Standardized XBRL Financial Data - [Why It Matters and How We Fix It]

Andrew Carpenter
January 4, 2017

If you want to find out what Tesla's market capitalization was over the past ten years, and you want to access that data via API, it seems like it should be cheap and straightforward to do so. If you're a developer and you're looking to get the Oil Industry's performance charted on your website, it seems like accessing that data should be a no brainer. Thanks to a technology called XBRL, this has become easier over the past several years.

The truth is, there is a whole world operating behind the scenes of financial data feeds. There are professionals, companies, industries, governmental bodies, and hundreds of thousands of employees working to deliver your historical market cap.

There aren't many options for accessing this data. The options that do exist are prohibitively expensive for two reasons.

  1. Financial data in its raw form requires normalization
  2. Current normalization methods are manual and outdated

We'll get into #1 soon, but let's start by walking through current methods. We'll take financial statement data as an example (revenues, expenses, net income, etc. for companies like AAPL and XOM).

Here is how much of that data is currently sourced, cleaned up, and distributed via API to your application:

Outdated Method for Normalizing Financial Data Without XBRL

If you think this seems unnecessary, inefficient, and costly - you're right.
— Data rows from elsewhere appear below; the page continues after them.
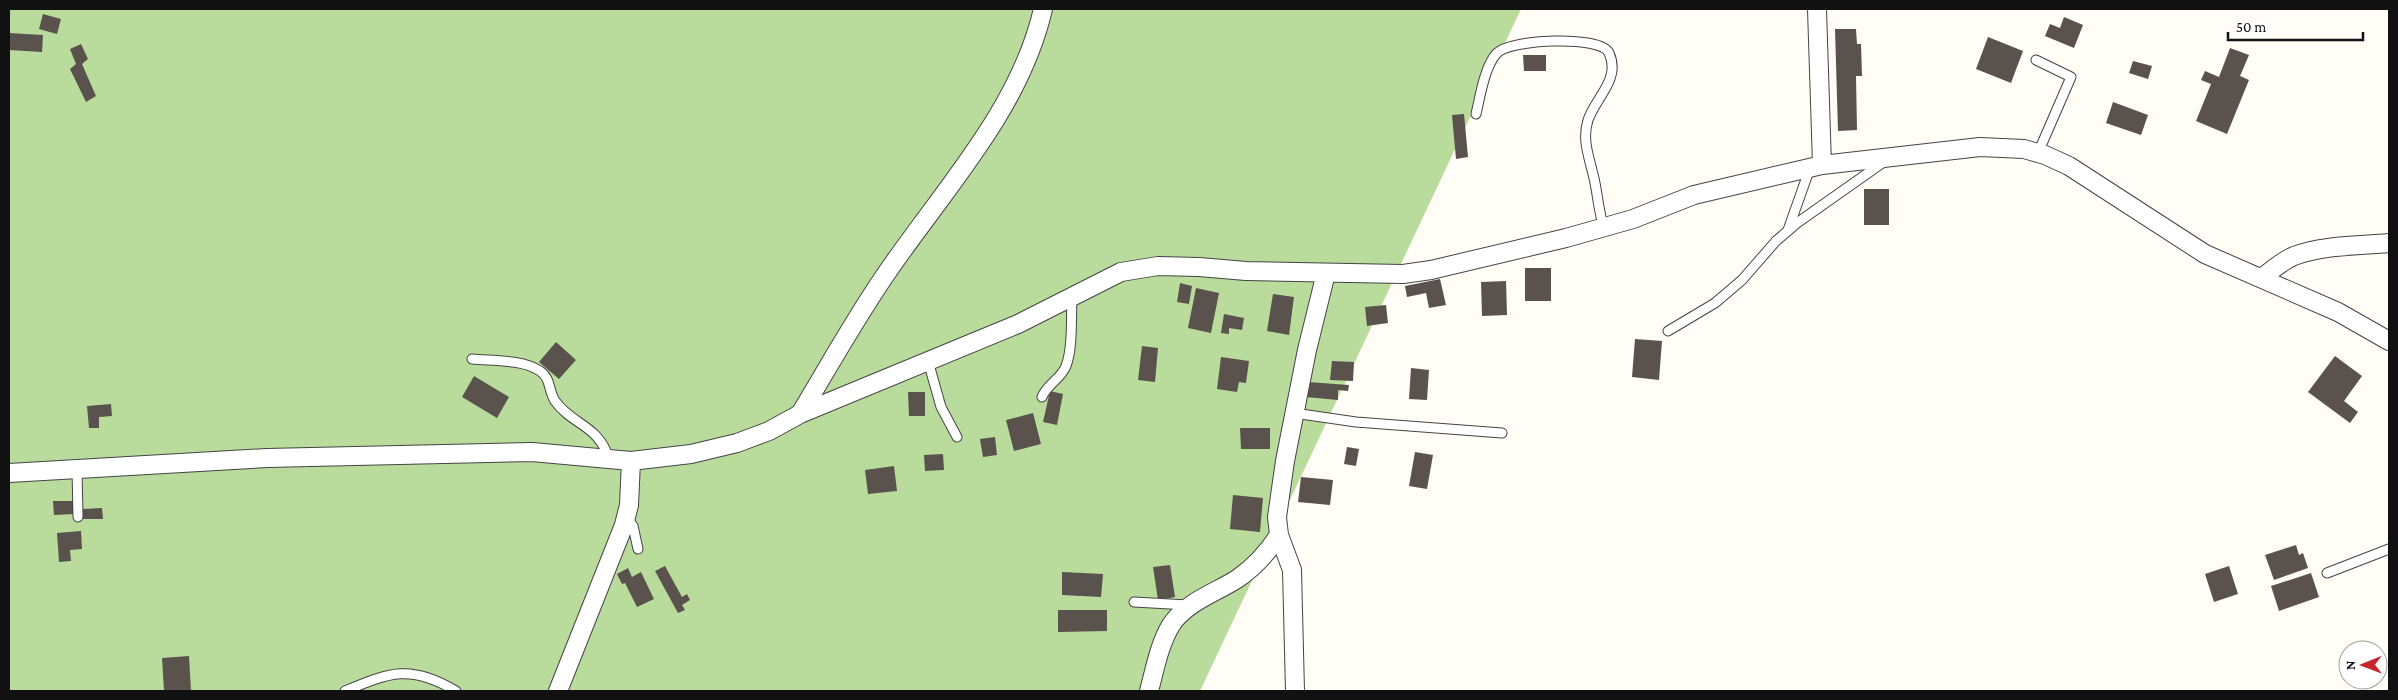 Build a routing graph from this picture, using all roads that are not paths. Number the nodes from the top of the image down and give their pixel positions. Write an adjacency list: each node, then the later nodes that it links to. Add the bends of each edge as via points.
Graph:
1 (1043, 9): 20 (street, via 1036,38 1019,79 990,129 888,271)
2 (1817, 9): 7 (street)
3 (2036, 60): 5 (lane, via 2071,77)
4 (1476, 114): 8 (lane, via 1497,53 1513,44 1580,42 1606,49 1610,54 1612,76 1588,120 1585,140)
5 (2038, 153): 6 (street, via 2024,149 1980,147); 12 (street, via 2069,166 2205,254)
6 (1892, 157): 7 (street); 9 (lane)
7 (1816, 166): 8 (street, via 1694,195); 9 (lane)
8 (1604, 228): 11 (street, via 1422,271 1385,274)
9 (1788, 230): 14 (lane, via 1722,297)
10 (2389, 243): 12 (street, via 2305,253 2282,262)
11 (1326, 272): 13 (street, via 1158,266 1121,272); 19 (street)
12 (2262, 278): 15 (street, via 2338,312)
13 (1072, 296): 17 (street, via 1018,324); 18 (lane, via 1066,367)
14 (1668, 331)
15 (2389, 341)
16 (472, 359): 23 (lane, via 539,370 549,381 554,399 601,439)
17 (928, 361): 20 (street); 22 (lane, via 941,407)
18 (1042, 396)
19 (1294, 413): 21 (lane, via 1356,422); 29 (street, via 1279,500)
20 (800, 414): 24 (street, via 737,443 691,454)
21 (1502, 433)
22 (957, 437)
23 (609, 459): 24 (street); 25 (street, via 532,452 267,458)
24 (631, 461): 27 (street)
25 (77, 469): 26 (street); 28 (lane)
26 (9, 473)
27 (626, 515): 30 (lane, via 633,526); 37 (street)
28 (78, 517)
29 (1279, 534): 34 (street, via 1265,556 1238,578); 39 (street, via 1292,570)
30 (638, 549)
31 (2389, 549): 32 (lane)
32 (2327, 574)
33 (1134, 602): 34 (lane)
34 (1191, 605): 38 (street, via 1172,624 1165,637)
35 (345, 691): 36 (lane, via 383,675 410,673)
36 (456, 691)
37 (558, 691)
38 (1149, 691)
39 (1296, 691)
It's why your Bloomberg Terminal costs thousands of dollars a month. The good news is that a new technology called XBRL has made part of this much easier. XBRL isn't leveraged to its full capacity by the large data firms, which is why their prices have remained high.

So what exactly is XBRL?

From the Financial Accounting Standards Board (FASB):

XBRL, or eXtensible Business Reporting Language, is an XML standard for tagging business and financial reports to increase the transparency and accessibility of business information by using a uniform format.

The US GAAP Financial Reporting Taxonomy is a list of computer-readable tags in XBRL that allows companies to label precisely the thousands of pieces of financial data that are included in typical long-form financial statements and related footnote disclosures. The tags allow computers to automatically search for and assemble data so those data can be readily accessed and analyzed by investors, analysts, journalists, and the SEC staff.


XBRL means that every line of a financial statement has a digital tag. This digital tag makes it very easy to access individual data points or whole filings from public sources.

The Bright Side of XBRL

The difference between a PDF financial statement and an XBRL financial statement is monumental. With the advent of the information age, there is no longer an excuse to be filing financial information in a PDF. XBRL has fundamentally improved the accessibility and transparency of financial data.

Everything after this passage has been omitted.